The United States is currently investigating the possibility of coordinated efforts by federal agencies to deny banking services to digital asset firms and related entities.

This comes after lawmakers from the House Financial Services Committee and two subcommittees sent letters to key financial regulators requesting information on their actions and agendas toward the digital asset ecosystem.

Revival of coordinated actions in the United States?

In the past, the Obama administration coordinated actions to curtail areas of commerce it deemed objectionable, relying on the concept of ‘reputational risk.’

Regulators pressured financial institutions to deny services to customers or terminate existing relationships, targeting industries such as gun dealers, pawn shops, tobacco stores, and payday lenders.

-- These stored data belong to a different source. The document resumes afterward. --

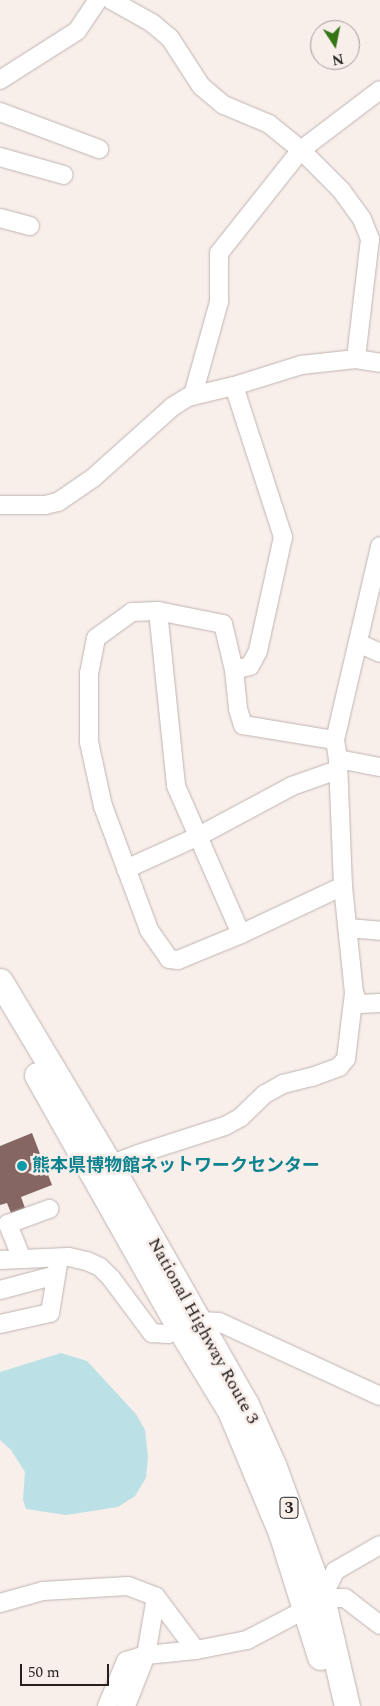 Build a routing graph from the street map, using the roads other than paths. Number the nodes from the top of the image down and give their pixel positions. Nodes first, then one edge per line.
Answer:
1 (98, 0) edge
2 (111, 0) edge
3 (0, 80) edge
4 (380, 90) edge
5 (0, 112) edge
6 (99, 149) dead end
7 (301, 150) junction
8 (0, 156) edge
9 (64, 175) dead end
10 (0, 218) edge
11 (30, 226) dead end
12 (356, 359) junction
13 (380, 363) edge
14 (234, 386) junction
15 (194, 395) junction
16 (0, 505) edge
17 (380, 546) edge
18 (158, 611) junction
19 (358, 643) junction
20 (380, 653) edge
21 (234, 670) junction
22 (335, 740) junction
23 (338, 765) junction
24 (380, 767) edge
25 (197, 837) junction
26 (126, 869) junction
27 (343, 886) junction
28 (348, 928) junction
29 (380, 931) edge
30 (241, 934) junction
31 (0, 981) edge
32 (354, 993) junction
33 (380, 1003) edge
34 (0, 1004) edge
35 (110, 1165) junction
36 (49, 1209) dead end
37 (22, 1259) junction
38 (0, 1260) edge
39 (57, 1266) junction
40 (0, 1290) edge
41 (0, 1324) edge
42 (190, 1325) junction
43 (380, 1396) edge
44 (380, 1546) edge
45 (156, 1596) junction
46 (0, 1603) edge
47 (314, 1604) junction
48 (380, 1625) edge
49 (196, 1650) junction
50 (146, 1655) junction
51 (107, 1706) edge
52 (126, 1706) edge
53 (330, 1706) edge
54 (347, 1706) edge

1 - 3 street
2 - 7 street
4 - 7 street
5 - 6 street
7 - 12 street
7 - 15 street
8 - 9 street
10 - 11 street
12 - 13 street
12 - 14 street
14 - 15 street
14 - 21 street
15 - 16 street
17 - 19 street
18 - 21 street
18 - 25 street
18 - 26 street
19 - 20 street
19 - 22 street
21 - 22 street
22 - 23 street
23 - 24 street
23 - 25 street
23 - 27 street
25 - 26 street
25 - 30 street
26 - 30 street
27 - 28 street
27 - 30 street
28 - 29 street
28 - 32 street
31 - 35 highway, National Highway Route 3 / 3
32 - 33 street
32 - 35 street
34 - 42 highway, National Highway Route 3 / 3
35 - 42 highway, National Highway Route 3 / 3
36 - 37 street
37 - 38 street
37 - 39 street
39 - 40 street
39 - 41 street
39 - 42 street
42 - 43 street
42 - 47 highway, National Highway Route 3 / 3
44 - 47 street
45 - 46 street
45 - 49 street
45 - 50 street
47 - 48 street
47 - 49 street
47 - 53 highway, National Highway Route 3 / 3
47 - 54 highway, National Highway Route 3 / 3
49 - 50 street
50 - 51 street
50 - 52 street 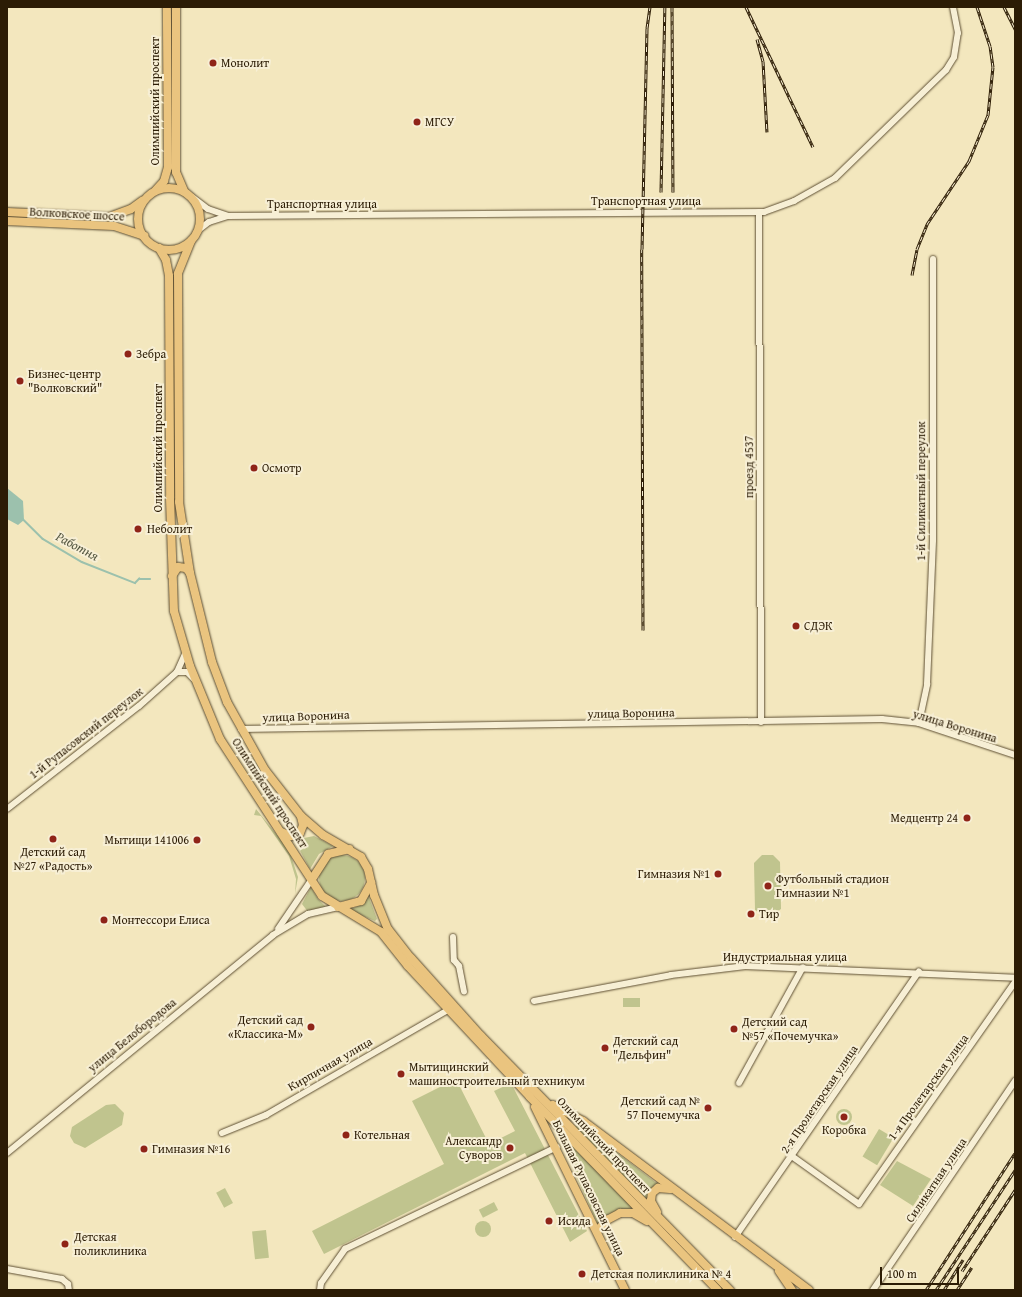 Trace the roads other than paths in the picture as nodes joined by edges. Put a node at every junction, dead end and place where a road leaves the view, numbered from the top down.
1 (167, 7) edge
2 (176, 7) edge
3 (953, 7) edge
4 (155, 191) junction
5 (184, 191) junction
6 (192, 197) junction
7 (145, 199) junction
8 (7, 212) edge
9 (759, 212) junction
10 (228, 216) junction
11 (7, 221) edge
12 (197, 231) junction
13 (144, 236) junction
14 (191, 241) junction
15 (159, 248) junction
16 (933, 259) dead end
17 (186, 552) junction
18 (171, 554) junction
19 (190, 573) junction
20 (172, 576) junction
21 (185, 653) junction
22 (177, 672) junction
23 (194, 680) junction
24 (761, 722) junction
25 (919, 723) junction
26 (241, 730) junction
27 (1015, 755) edge
28 (7, 809) edge
29 (301, 816) junction
30 (280, 831) junction
31 (350, 849) junction
32 (371, 878) junction
33 (312, 879) junction
34 (338, 907) junction
35 (273, 935) junction
36 (453, 937) dead end
37 (803, 967) junction
38 (918, 971) junction
39 (1015, 978) edge
40 (1015, 982) edge
41 (464, 992) dead end
42 (534, 1001) dead end
43 (448, 1010) junction
44 (1015, 1081) edge
45 (739, 1083) dead end
46 (530, 1097) junction
47 (547, 1102) junction
48 (222, 1133) dead end
49 (558, 1147) junction
50 (7, 1153) edge
51 (793, 1157) junction
52 (672, 1190) junction
53 (664, 1222) junction
54 (657, 1228) junction
55 (597, 1231) junction
56 (735, 1237) junction
57 (773, 1265) junction
58 (7, 1268) edge
59 (69, 1290) edge
60 (320, 1290) edge
61 (625, 1290) edge
62 (718, 1290) edge
63 (730, 1290) edge
64 (792, 1290) edge
65 (809, 1290) edge
66 (873, 1290) edge

1 - 4 main road, Олимпийский проспект
2 - 5 main road, Олимпийский проспект
3 - 9 street, Транспортная улица
4 - 5 main road
4 - 7 main road
5 - 6 main road
6 - 10 street, Транспортная улица
6 - 12 main road
7 - 8 main road, Волковское шоссе
7 - 13 main road
9 - 10 street, Транспортная улица
9 - 24 street, проезд 4537
10 - 12 street, Транспортная улица
11 - 13 main road, Волковское шоссе
12 - 14 main road
13 - 15 main road
14 - 15 main road
14 - 17 main road, Олимпийский проспект
15 - 18 main road, Олимпийский проспект
16 - 25 street, 1-й Силикатный переулок
17 - 18 main road
17 - 19 main road, Олимпийский проспект
18 - 20 main road, Олимпийский проспект
19 - 20 main road
19 - 26 main road, Олимпийский проспект
20 - 21 main road, Олимпийский проспект
21 - 22 street, 1-й Рупасовский переулок
21 - 23 main road, Олимпийский проспект
22 - 23 street
22 - 28 street, 1-й Рупасовский переулок
23 - 30 main road, Олимпийский проспект
24 - 25 street, улица Воронина
24 - 26 street, улица Воронина
25 - 27 street, улица Воронина
26 - 29 main road, Олимпийский проспект
29 - 30 main road
29 - 31 main road, Олимпийский проспект
30 - 33 main road, Олимпийский проспект
31 - 32 main road, Олимпийский проспект
31 - 33 main road
32 - 34 main road
32 - 47 main road, Олимпийский проспект
33 - 34 main road, Олимпийский проспект
33 - 35 street
34 - 35 street
34 - 43 main road, Олимпийский проспект
35 - 50 street, улица Белобородова
36 - 41 street
37 - 38 street, Индустриальная улица
37 - 42 street, Индустриальная улица
37 - 45 street
38 - 39 street, Индустриальная улица
38 - 51 street, 2-я Пролетарская улица
40 - 51 street, 1-я Пролетарская улица
43 - 46 main road, Олимпийский проспект
43 - 48 street, Кирпичная улица
44 - 66 street, Силикатная улица
46 - 49 main road, Большая Рупасовская улица
46 - 54 main road, Олимпийский проспект
47 - 52 main road
47 - 53 main road, Олимпийский проспект
49 - 55 main road, Большая Рупасовская улица
49 - 60 street
51 - 56 street, 2-я Пролетарская улица
52 - 53 main road
52 - 56 main road
53 - 63 main road, Олимпийский проспект
54 - 55 main road
54 - 62 main road, Олимпийский проспект
55 - 61 main road, Большая Рупасовская улица
56 - 57 main road
57 - 64 main road
57 - 65 main road
58 - 59 street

Today, lawmakers are concerned that federal prudential regulators are attempting to suppress innovation in the United States by discouraging banks from providing services to digital asset firms and related entities.

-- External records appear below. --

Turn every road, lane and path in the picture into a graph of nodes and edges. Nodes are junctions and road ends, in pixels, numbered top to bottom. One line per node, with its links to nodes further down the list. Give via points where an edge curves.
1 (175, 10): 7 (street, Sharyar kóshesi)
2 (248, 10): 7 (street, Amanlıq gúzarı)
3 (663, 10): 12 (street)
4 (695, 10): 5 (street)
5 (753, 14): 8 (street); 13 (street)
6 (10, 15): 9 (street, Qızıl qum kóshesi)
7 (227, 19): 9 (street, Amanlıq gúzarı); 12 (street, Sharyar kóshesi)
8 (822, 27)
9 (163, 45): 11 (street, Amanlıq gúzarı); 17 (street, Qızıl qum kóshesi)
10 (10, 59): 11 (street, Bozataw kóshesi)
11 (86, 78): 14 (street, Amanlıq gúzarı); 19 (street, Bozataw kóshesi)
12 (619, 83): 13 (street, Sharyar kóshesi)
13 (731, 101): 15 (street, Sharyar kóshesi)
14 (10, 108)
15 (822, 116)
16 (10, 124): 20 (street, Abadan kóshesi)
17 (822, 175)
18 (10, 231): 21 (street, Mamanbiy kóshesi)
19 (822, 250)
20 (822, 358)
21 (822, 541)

Examples of Regulatory Pressure on the Digital Asset Ecosystem

Since 2021, there have been several instances of regulators taking steps that seemingly discourage banks from providing services to digital asset firms.

The Biden administration, for instance, stopped a rule designed to prevent improper activity in this area. In November 2021, the OCC issued guidance urging banks to provide services related to digital assets only if they could assure regulators in writing that they could do so in a “safe and sound manner.”

The FDIC, in April 2022, directed all FDIC-supervised institutions to provide written notice of their intent to engage in or with digital asset-related activities.

Lawmakers argue that digital asset activity is not inherently risky and that recent events involving FTX, Silicon Valley Bank, and Signature Bank were not caused by digital asset-related customers.

They believe that the actions of the Fed, FDIC, and OCC do not appear to be in reaction to recent events or the result of a sudden desire to protect financial institutions from risky behavior, but instead suggest a coordinated strategy to debank the digital asset ecosystem in the United States.

The investigation into crypto debanking highlights the increasing scrutiny of the digital asset industry and raises concerns about the potential impact of regulatory pressure on innovation within the sector.

Disclaimer: The information provided is not trading advice. Cryptopolitan.com holds no liability for any investments made based on the information provided on this page. We strongly recommend independent research and/or consultation with a qualified professional before making any investment decision.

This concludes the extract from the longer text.